Meteoric rise
Architectural Review, The, May, 1997 by Phoebe Chow
The origins of this second project by Shin Takamatsu can be traced back to 1992, when a small meteorite weighing around 8 kg plummeted onto a house by the sea in the town of Mihonoseki. Located in the western Japanese prefecture of Shimane, Mihonoseki was, at that time, a small fishing village with a dwindling population. However since the arrival of the meteor, it has experienced what perhaps can only be described as a cosmic reversal of fortune. The town has been besieged by visitors and, as a result, a thriving tourist industry has been established. People come to see the meteor and also to take boat trips around the inshore islands.
Existing facilities could not cope with the influx, so Shin Takamatsu was commissioned to design a building that combines a museum to house the meteor with a ferry terminal for island boat trips. In addition, there is a civic meeting hall with a capacity of 500 and a salt-water swimming pool that promotes the therapeutic and health properties associated with sea water (thalassotherapy).
This unusual combination of transport, health, museological and civic functions occupies a prominent waterfront site, surrounded by hills. As at Nagasaki (p40), one of Takamatsu's key concerns was to make the building legible from a distance, and as at Nagasaki, this is achieved through dissecting its component functions into a series of gestural, geometric volumes and re-amalgamating them in a kind of giant sculpture. The various elements, some perfectly Euclidean, some not, are yoked together by an undulating roof, which is in turn surmounted by the curiously overscaled volume of the meteor museum. The squashed ovoid form is derived from the actual shape of the meteor, and its symbolic location on the theatrically buckling roof is a reminder of the circumstances surrounding its extraordinary arrival in Mihonoseki.
The two main volumes of the ferry terminal and civic hall are treated as discrete entities, separated by a small central courtyard enclosed by the great oversailing sweep of the roof. An elevated bridge links the two parts at first floor level. On the west side of the courtyard, the ferry terminal is organised around a generous, double-height waiting area facing out across the bay.
Subsidiary facilities, such as restaurant and office are treated as geometric intrusions into the main volume. On the east side of the courtyard, a double-height entrance foyer leads into the new civic hall. The oval-shaped space can accommodate various kinds of events, from lectures and meetings to theatre performances; its curving volume is another gentle allusion to the organic form of the meteor. A reception room for private events augments the complex, its circular plan dramatically extruded into a huge cone that penetrates the curved roof plane to nestle alongside the meteor museum.

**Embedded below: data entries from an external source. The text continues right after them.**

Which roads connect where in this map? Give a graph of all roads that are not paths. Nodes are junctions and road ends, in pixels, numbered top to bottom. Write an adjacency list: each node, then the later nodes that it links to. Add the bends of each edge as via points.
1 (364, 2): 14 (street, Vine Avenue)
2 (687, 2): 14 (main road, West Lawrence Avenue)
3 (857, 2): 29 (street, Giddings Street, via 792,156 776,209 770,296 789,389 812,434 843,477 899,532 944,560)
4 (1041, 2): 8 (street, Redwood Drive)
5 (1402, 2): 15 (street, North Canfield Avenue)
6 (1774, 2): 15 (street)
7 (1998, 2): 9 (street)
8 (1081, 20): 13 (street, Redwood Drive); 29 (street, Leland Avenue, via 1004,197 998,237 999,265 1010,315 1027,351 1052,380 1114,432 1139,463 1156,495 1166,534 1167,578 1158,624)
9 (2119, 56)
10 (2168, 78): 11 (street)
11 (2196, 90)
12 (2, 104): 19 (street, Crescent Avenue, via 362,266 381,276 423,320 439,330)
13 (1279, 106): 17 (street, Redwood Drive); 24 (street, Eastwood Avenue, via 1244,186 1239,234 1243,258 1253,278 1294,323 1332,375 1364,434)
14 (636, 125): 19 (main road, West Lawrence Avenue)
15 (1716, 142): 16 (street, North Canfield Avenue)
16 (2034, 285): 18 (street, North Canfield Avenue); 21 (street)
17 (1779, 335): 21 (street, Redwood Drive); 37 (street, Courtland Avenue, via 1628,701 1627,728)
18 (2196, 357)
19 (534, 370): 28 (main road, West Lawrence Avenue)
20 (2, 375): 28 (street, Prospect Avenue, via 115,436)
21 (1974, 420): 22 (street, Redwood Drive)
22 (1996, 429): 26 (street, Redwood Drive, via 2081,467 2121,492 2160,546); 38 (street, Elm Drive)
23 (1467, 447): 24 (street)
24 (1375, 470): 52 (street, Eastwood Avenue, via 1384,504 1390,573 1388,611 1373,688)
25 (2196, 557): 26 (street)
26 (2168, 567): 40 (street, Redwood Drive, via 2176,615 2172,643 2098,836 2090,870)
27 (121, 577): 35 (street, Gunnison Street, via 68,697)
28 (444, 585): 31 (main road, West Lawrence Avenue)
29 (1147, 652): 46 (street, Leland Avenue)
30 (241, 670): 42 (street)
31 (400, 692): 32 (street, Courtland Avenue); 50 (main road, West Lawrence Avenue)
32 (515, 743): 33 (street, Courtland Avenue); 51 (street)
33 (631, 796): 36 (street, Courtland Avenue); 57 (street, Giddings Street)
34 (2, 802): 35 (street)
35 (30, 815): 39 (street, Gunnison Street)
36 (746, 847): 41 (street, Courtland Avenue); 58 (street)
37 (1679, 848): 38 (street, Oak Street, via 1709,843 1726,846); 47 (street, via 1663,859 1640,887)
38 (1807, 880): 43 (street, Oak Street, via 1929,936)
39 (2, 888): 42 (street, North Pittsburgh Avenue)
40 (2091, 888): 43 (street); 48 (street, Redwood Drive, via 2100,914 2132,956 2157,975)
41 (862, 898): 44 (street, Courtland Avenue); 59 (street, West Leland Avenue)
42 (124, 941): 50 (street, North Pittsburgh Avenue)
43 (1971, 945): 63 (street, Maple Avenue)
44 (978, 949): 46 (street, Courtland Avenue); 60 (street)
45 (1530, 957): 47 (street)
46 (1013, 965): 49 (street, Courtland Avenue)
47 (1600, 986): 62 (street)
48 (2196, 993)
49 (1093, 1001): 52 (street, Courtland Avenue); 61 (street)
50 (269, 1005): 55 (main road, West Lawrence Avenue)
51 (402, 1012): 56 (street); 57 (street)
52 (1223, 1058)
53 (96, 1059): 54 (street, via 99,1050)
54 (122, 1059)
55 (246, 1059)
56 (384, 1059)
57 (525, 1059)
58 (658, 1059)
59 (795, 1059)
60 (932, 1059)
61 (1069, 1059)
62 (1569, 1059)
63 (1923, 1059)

Stacked above the ferry terminal are the thalassotherapy facilities and salt-water swimming pool, edged with a terrace overlooking the bay. Like a penthouse, the glazed volume of the pool is raised above the level of the main roof, layering and fracturing the horizontal plane. Inside, a magical play of light and water mingles with the landscape and bay beyond. Topping the entire confection is the sleek ovoid - part shrine, part museum - that contains the meteor. The cosmic relic is reverentially housed in an inner sanctum attached to a small library.
Although prone to extreme wilfulness, Takamatsu's architecture of incident and gesture endows each component of the building with a distinct identity. Contrasts of form and texture (fairfaced concrete and anodised aluminium) are savoured with an uncomplicated relish and brio that would appear to reflect Mihonoseki's renewed civic optimism. The rare and random event that changed the town's fortunes and the lives of its citizens is crystallised and celebrated in an appropriately surreal building. P. C.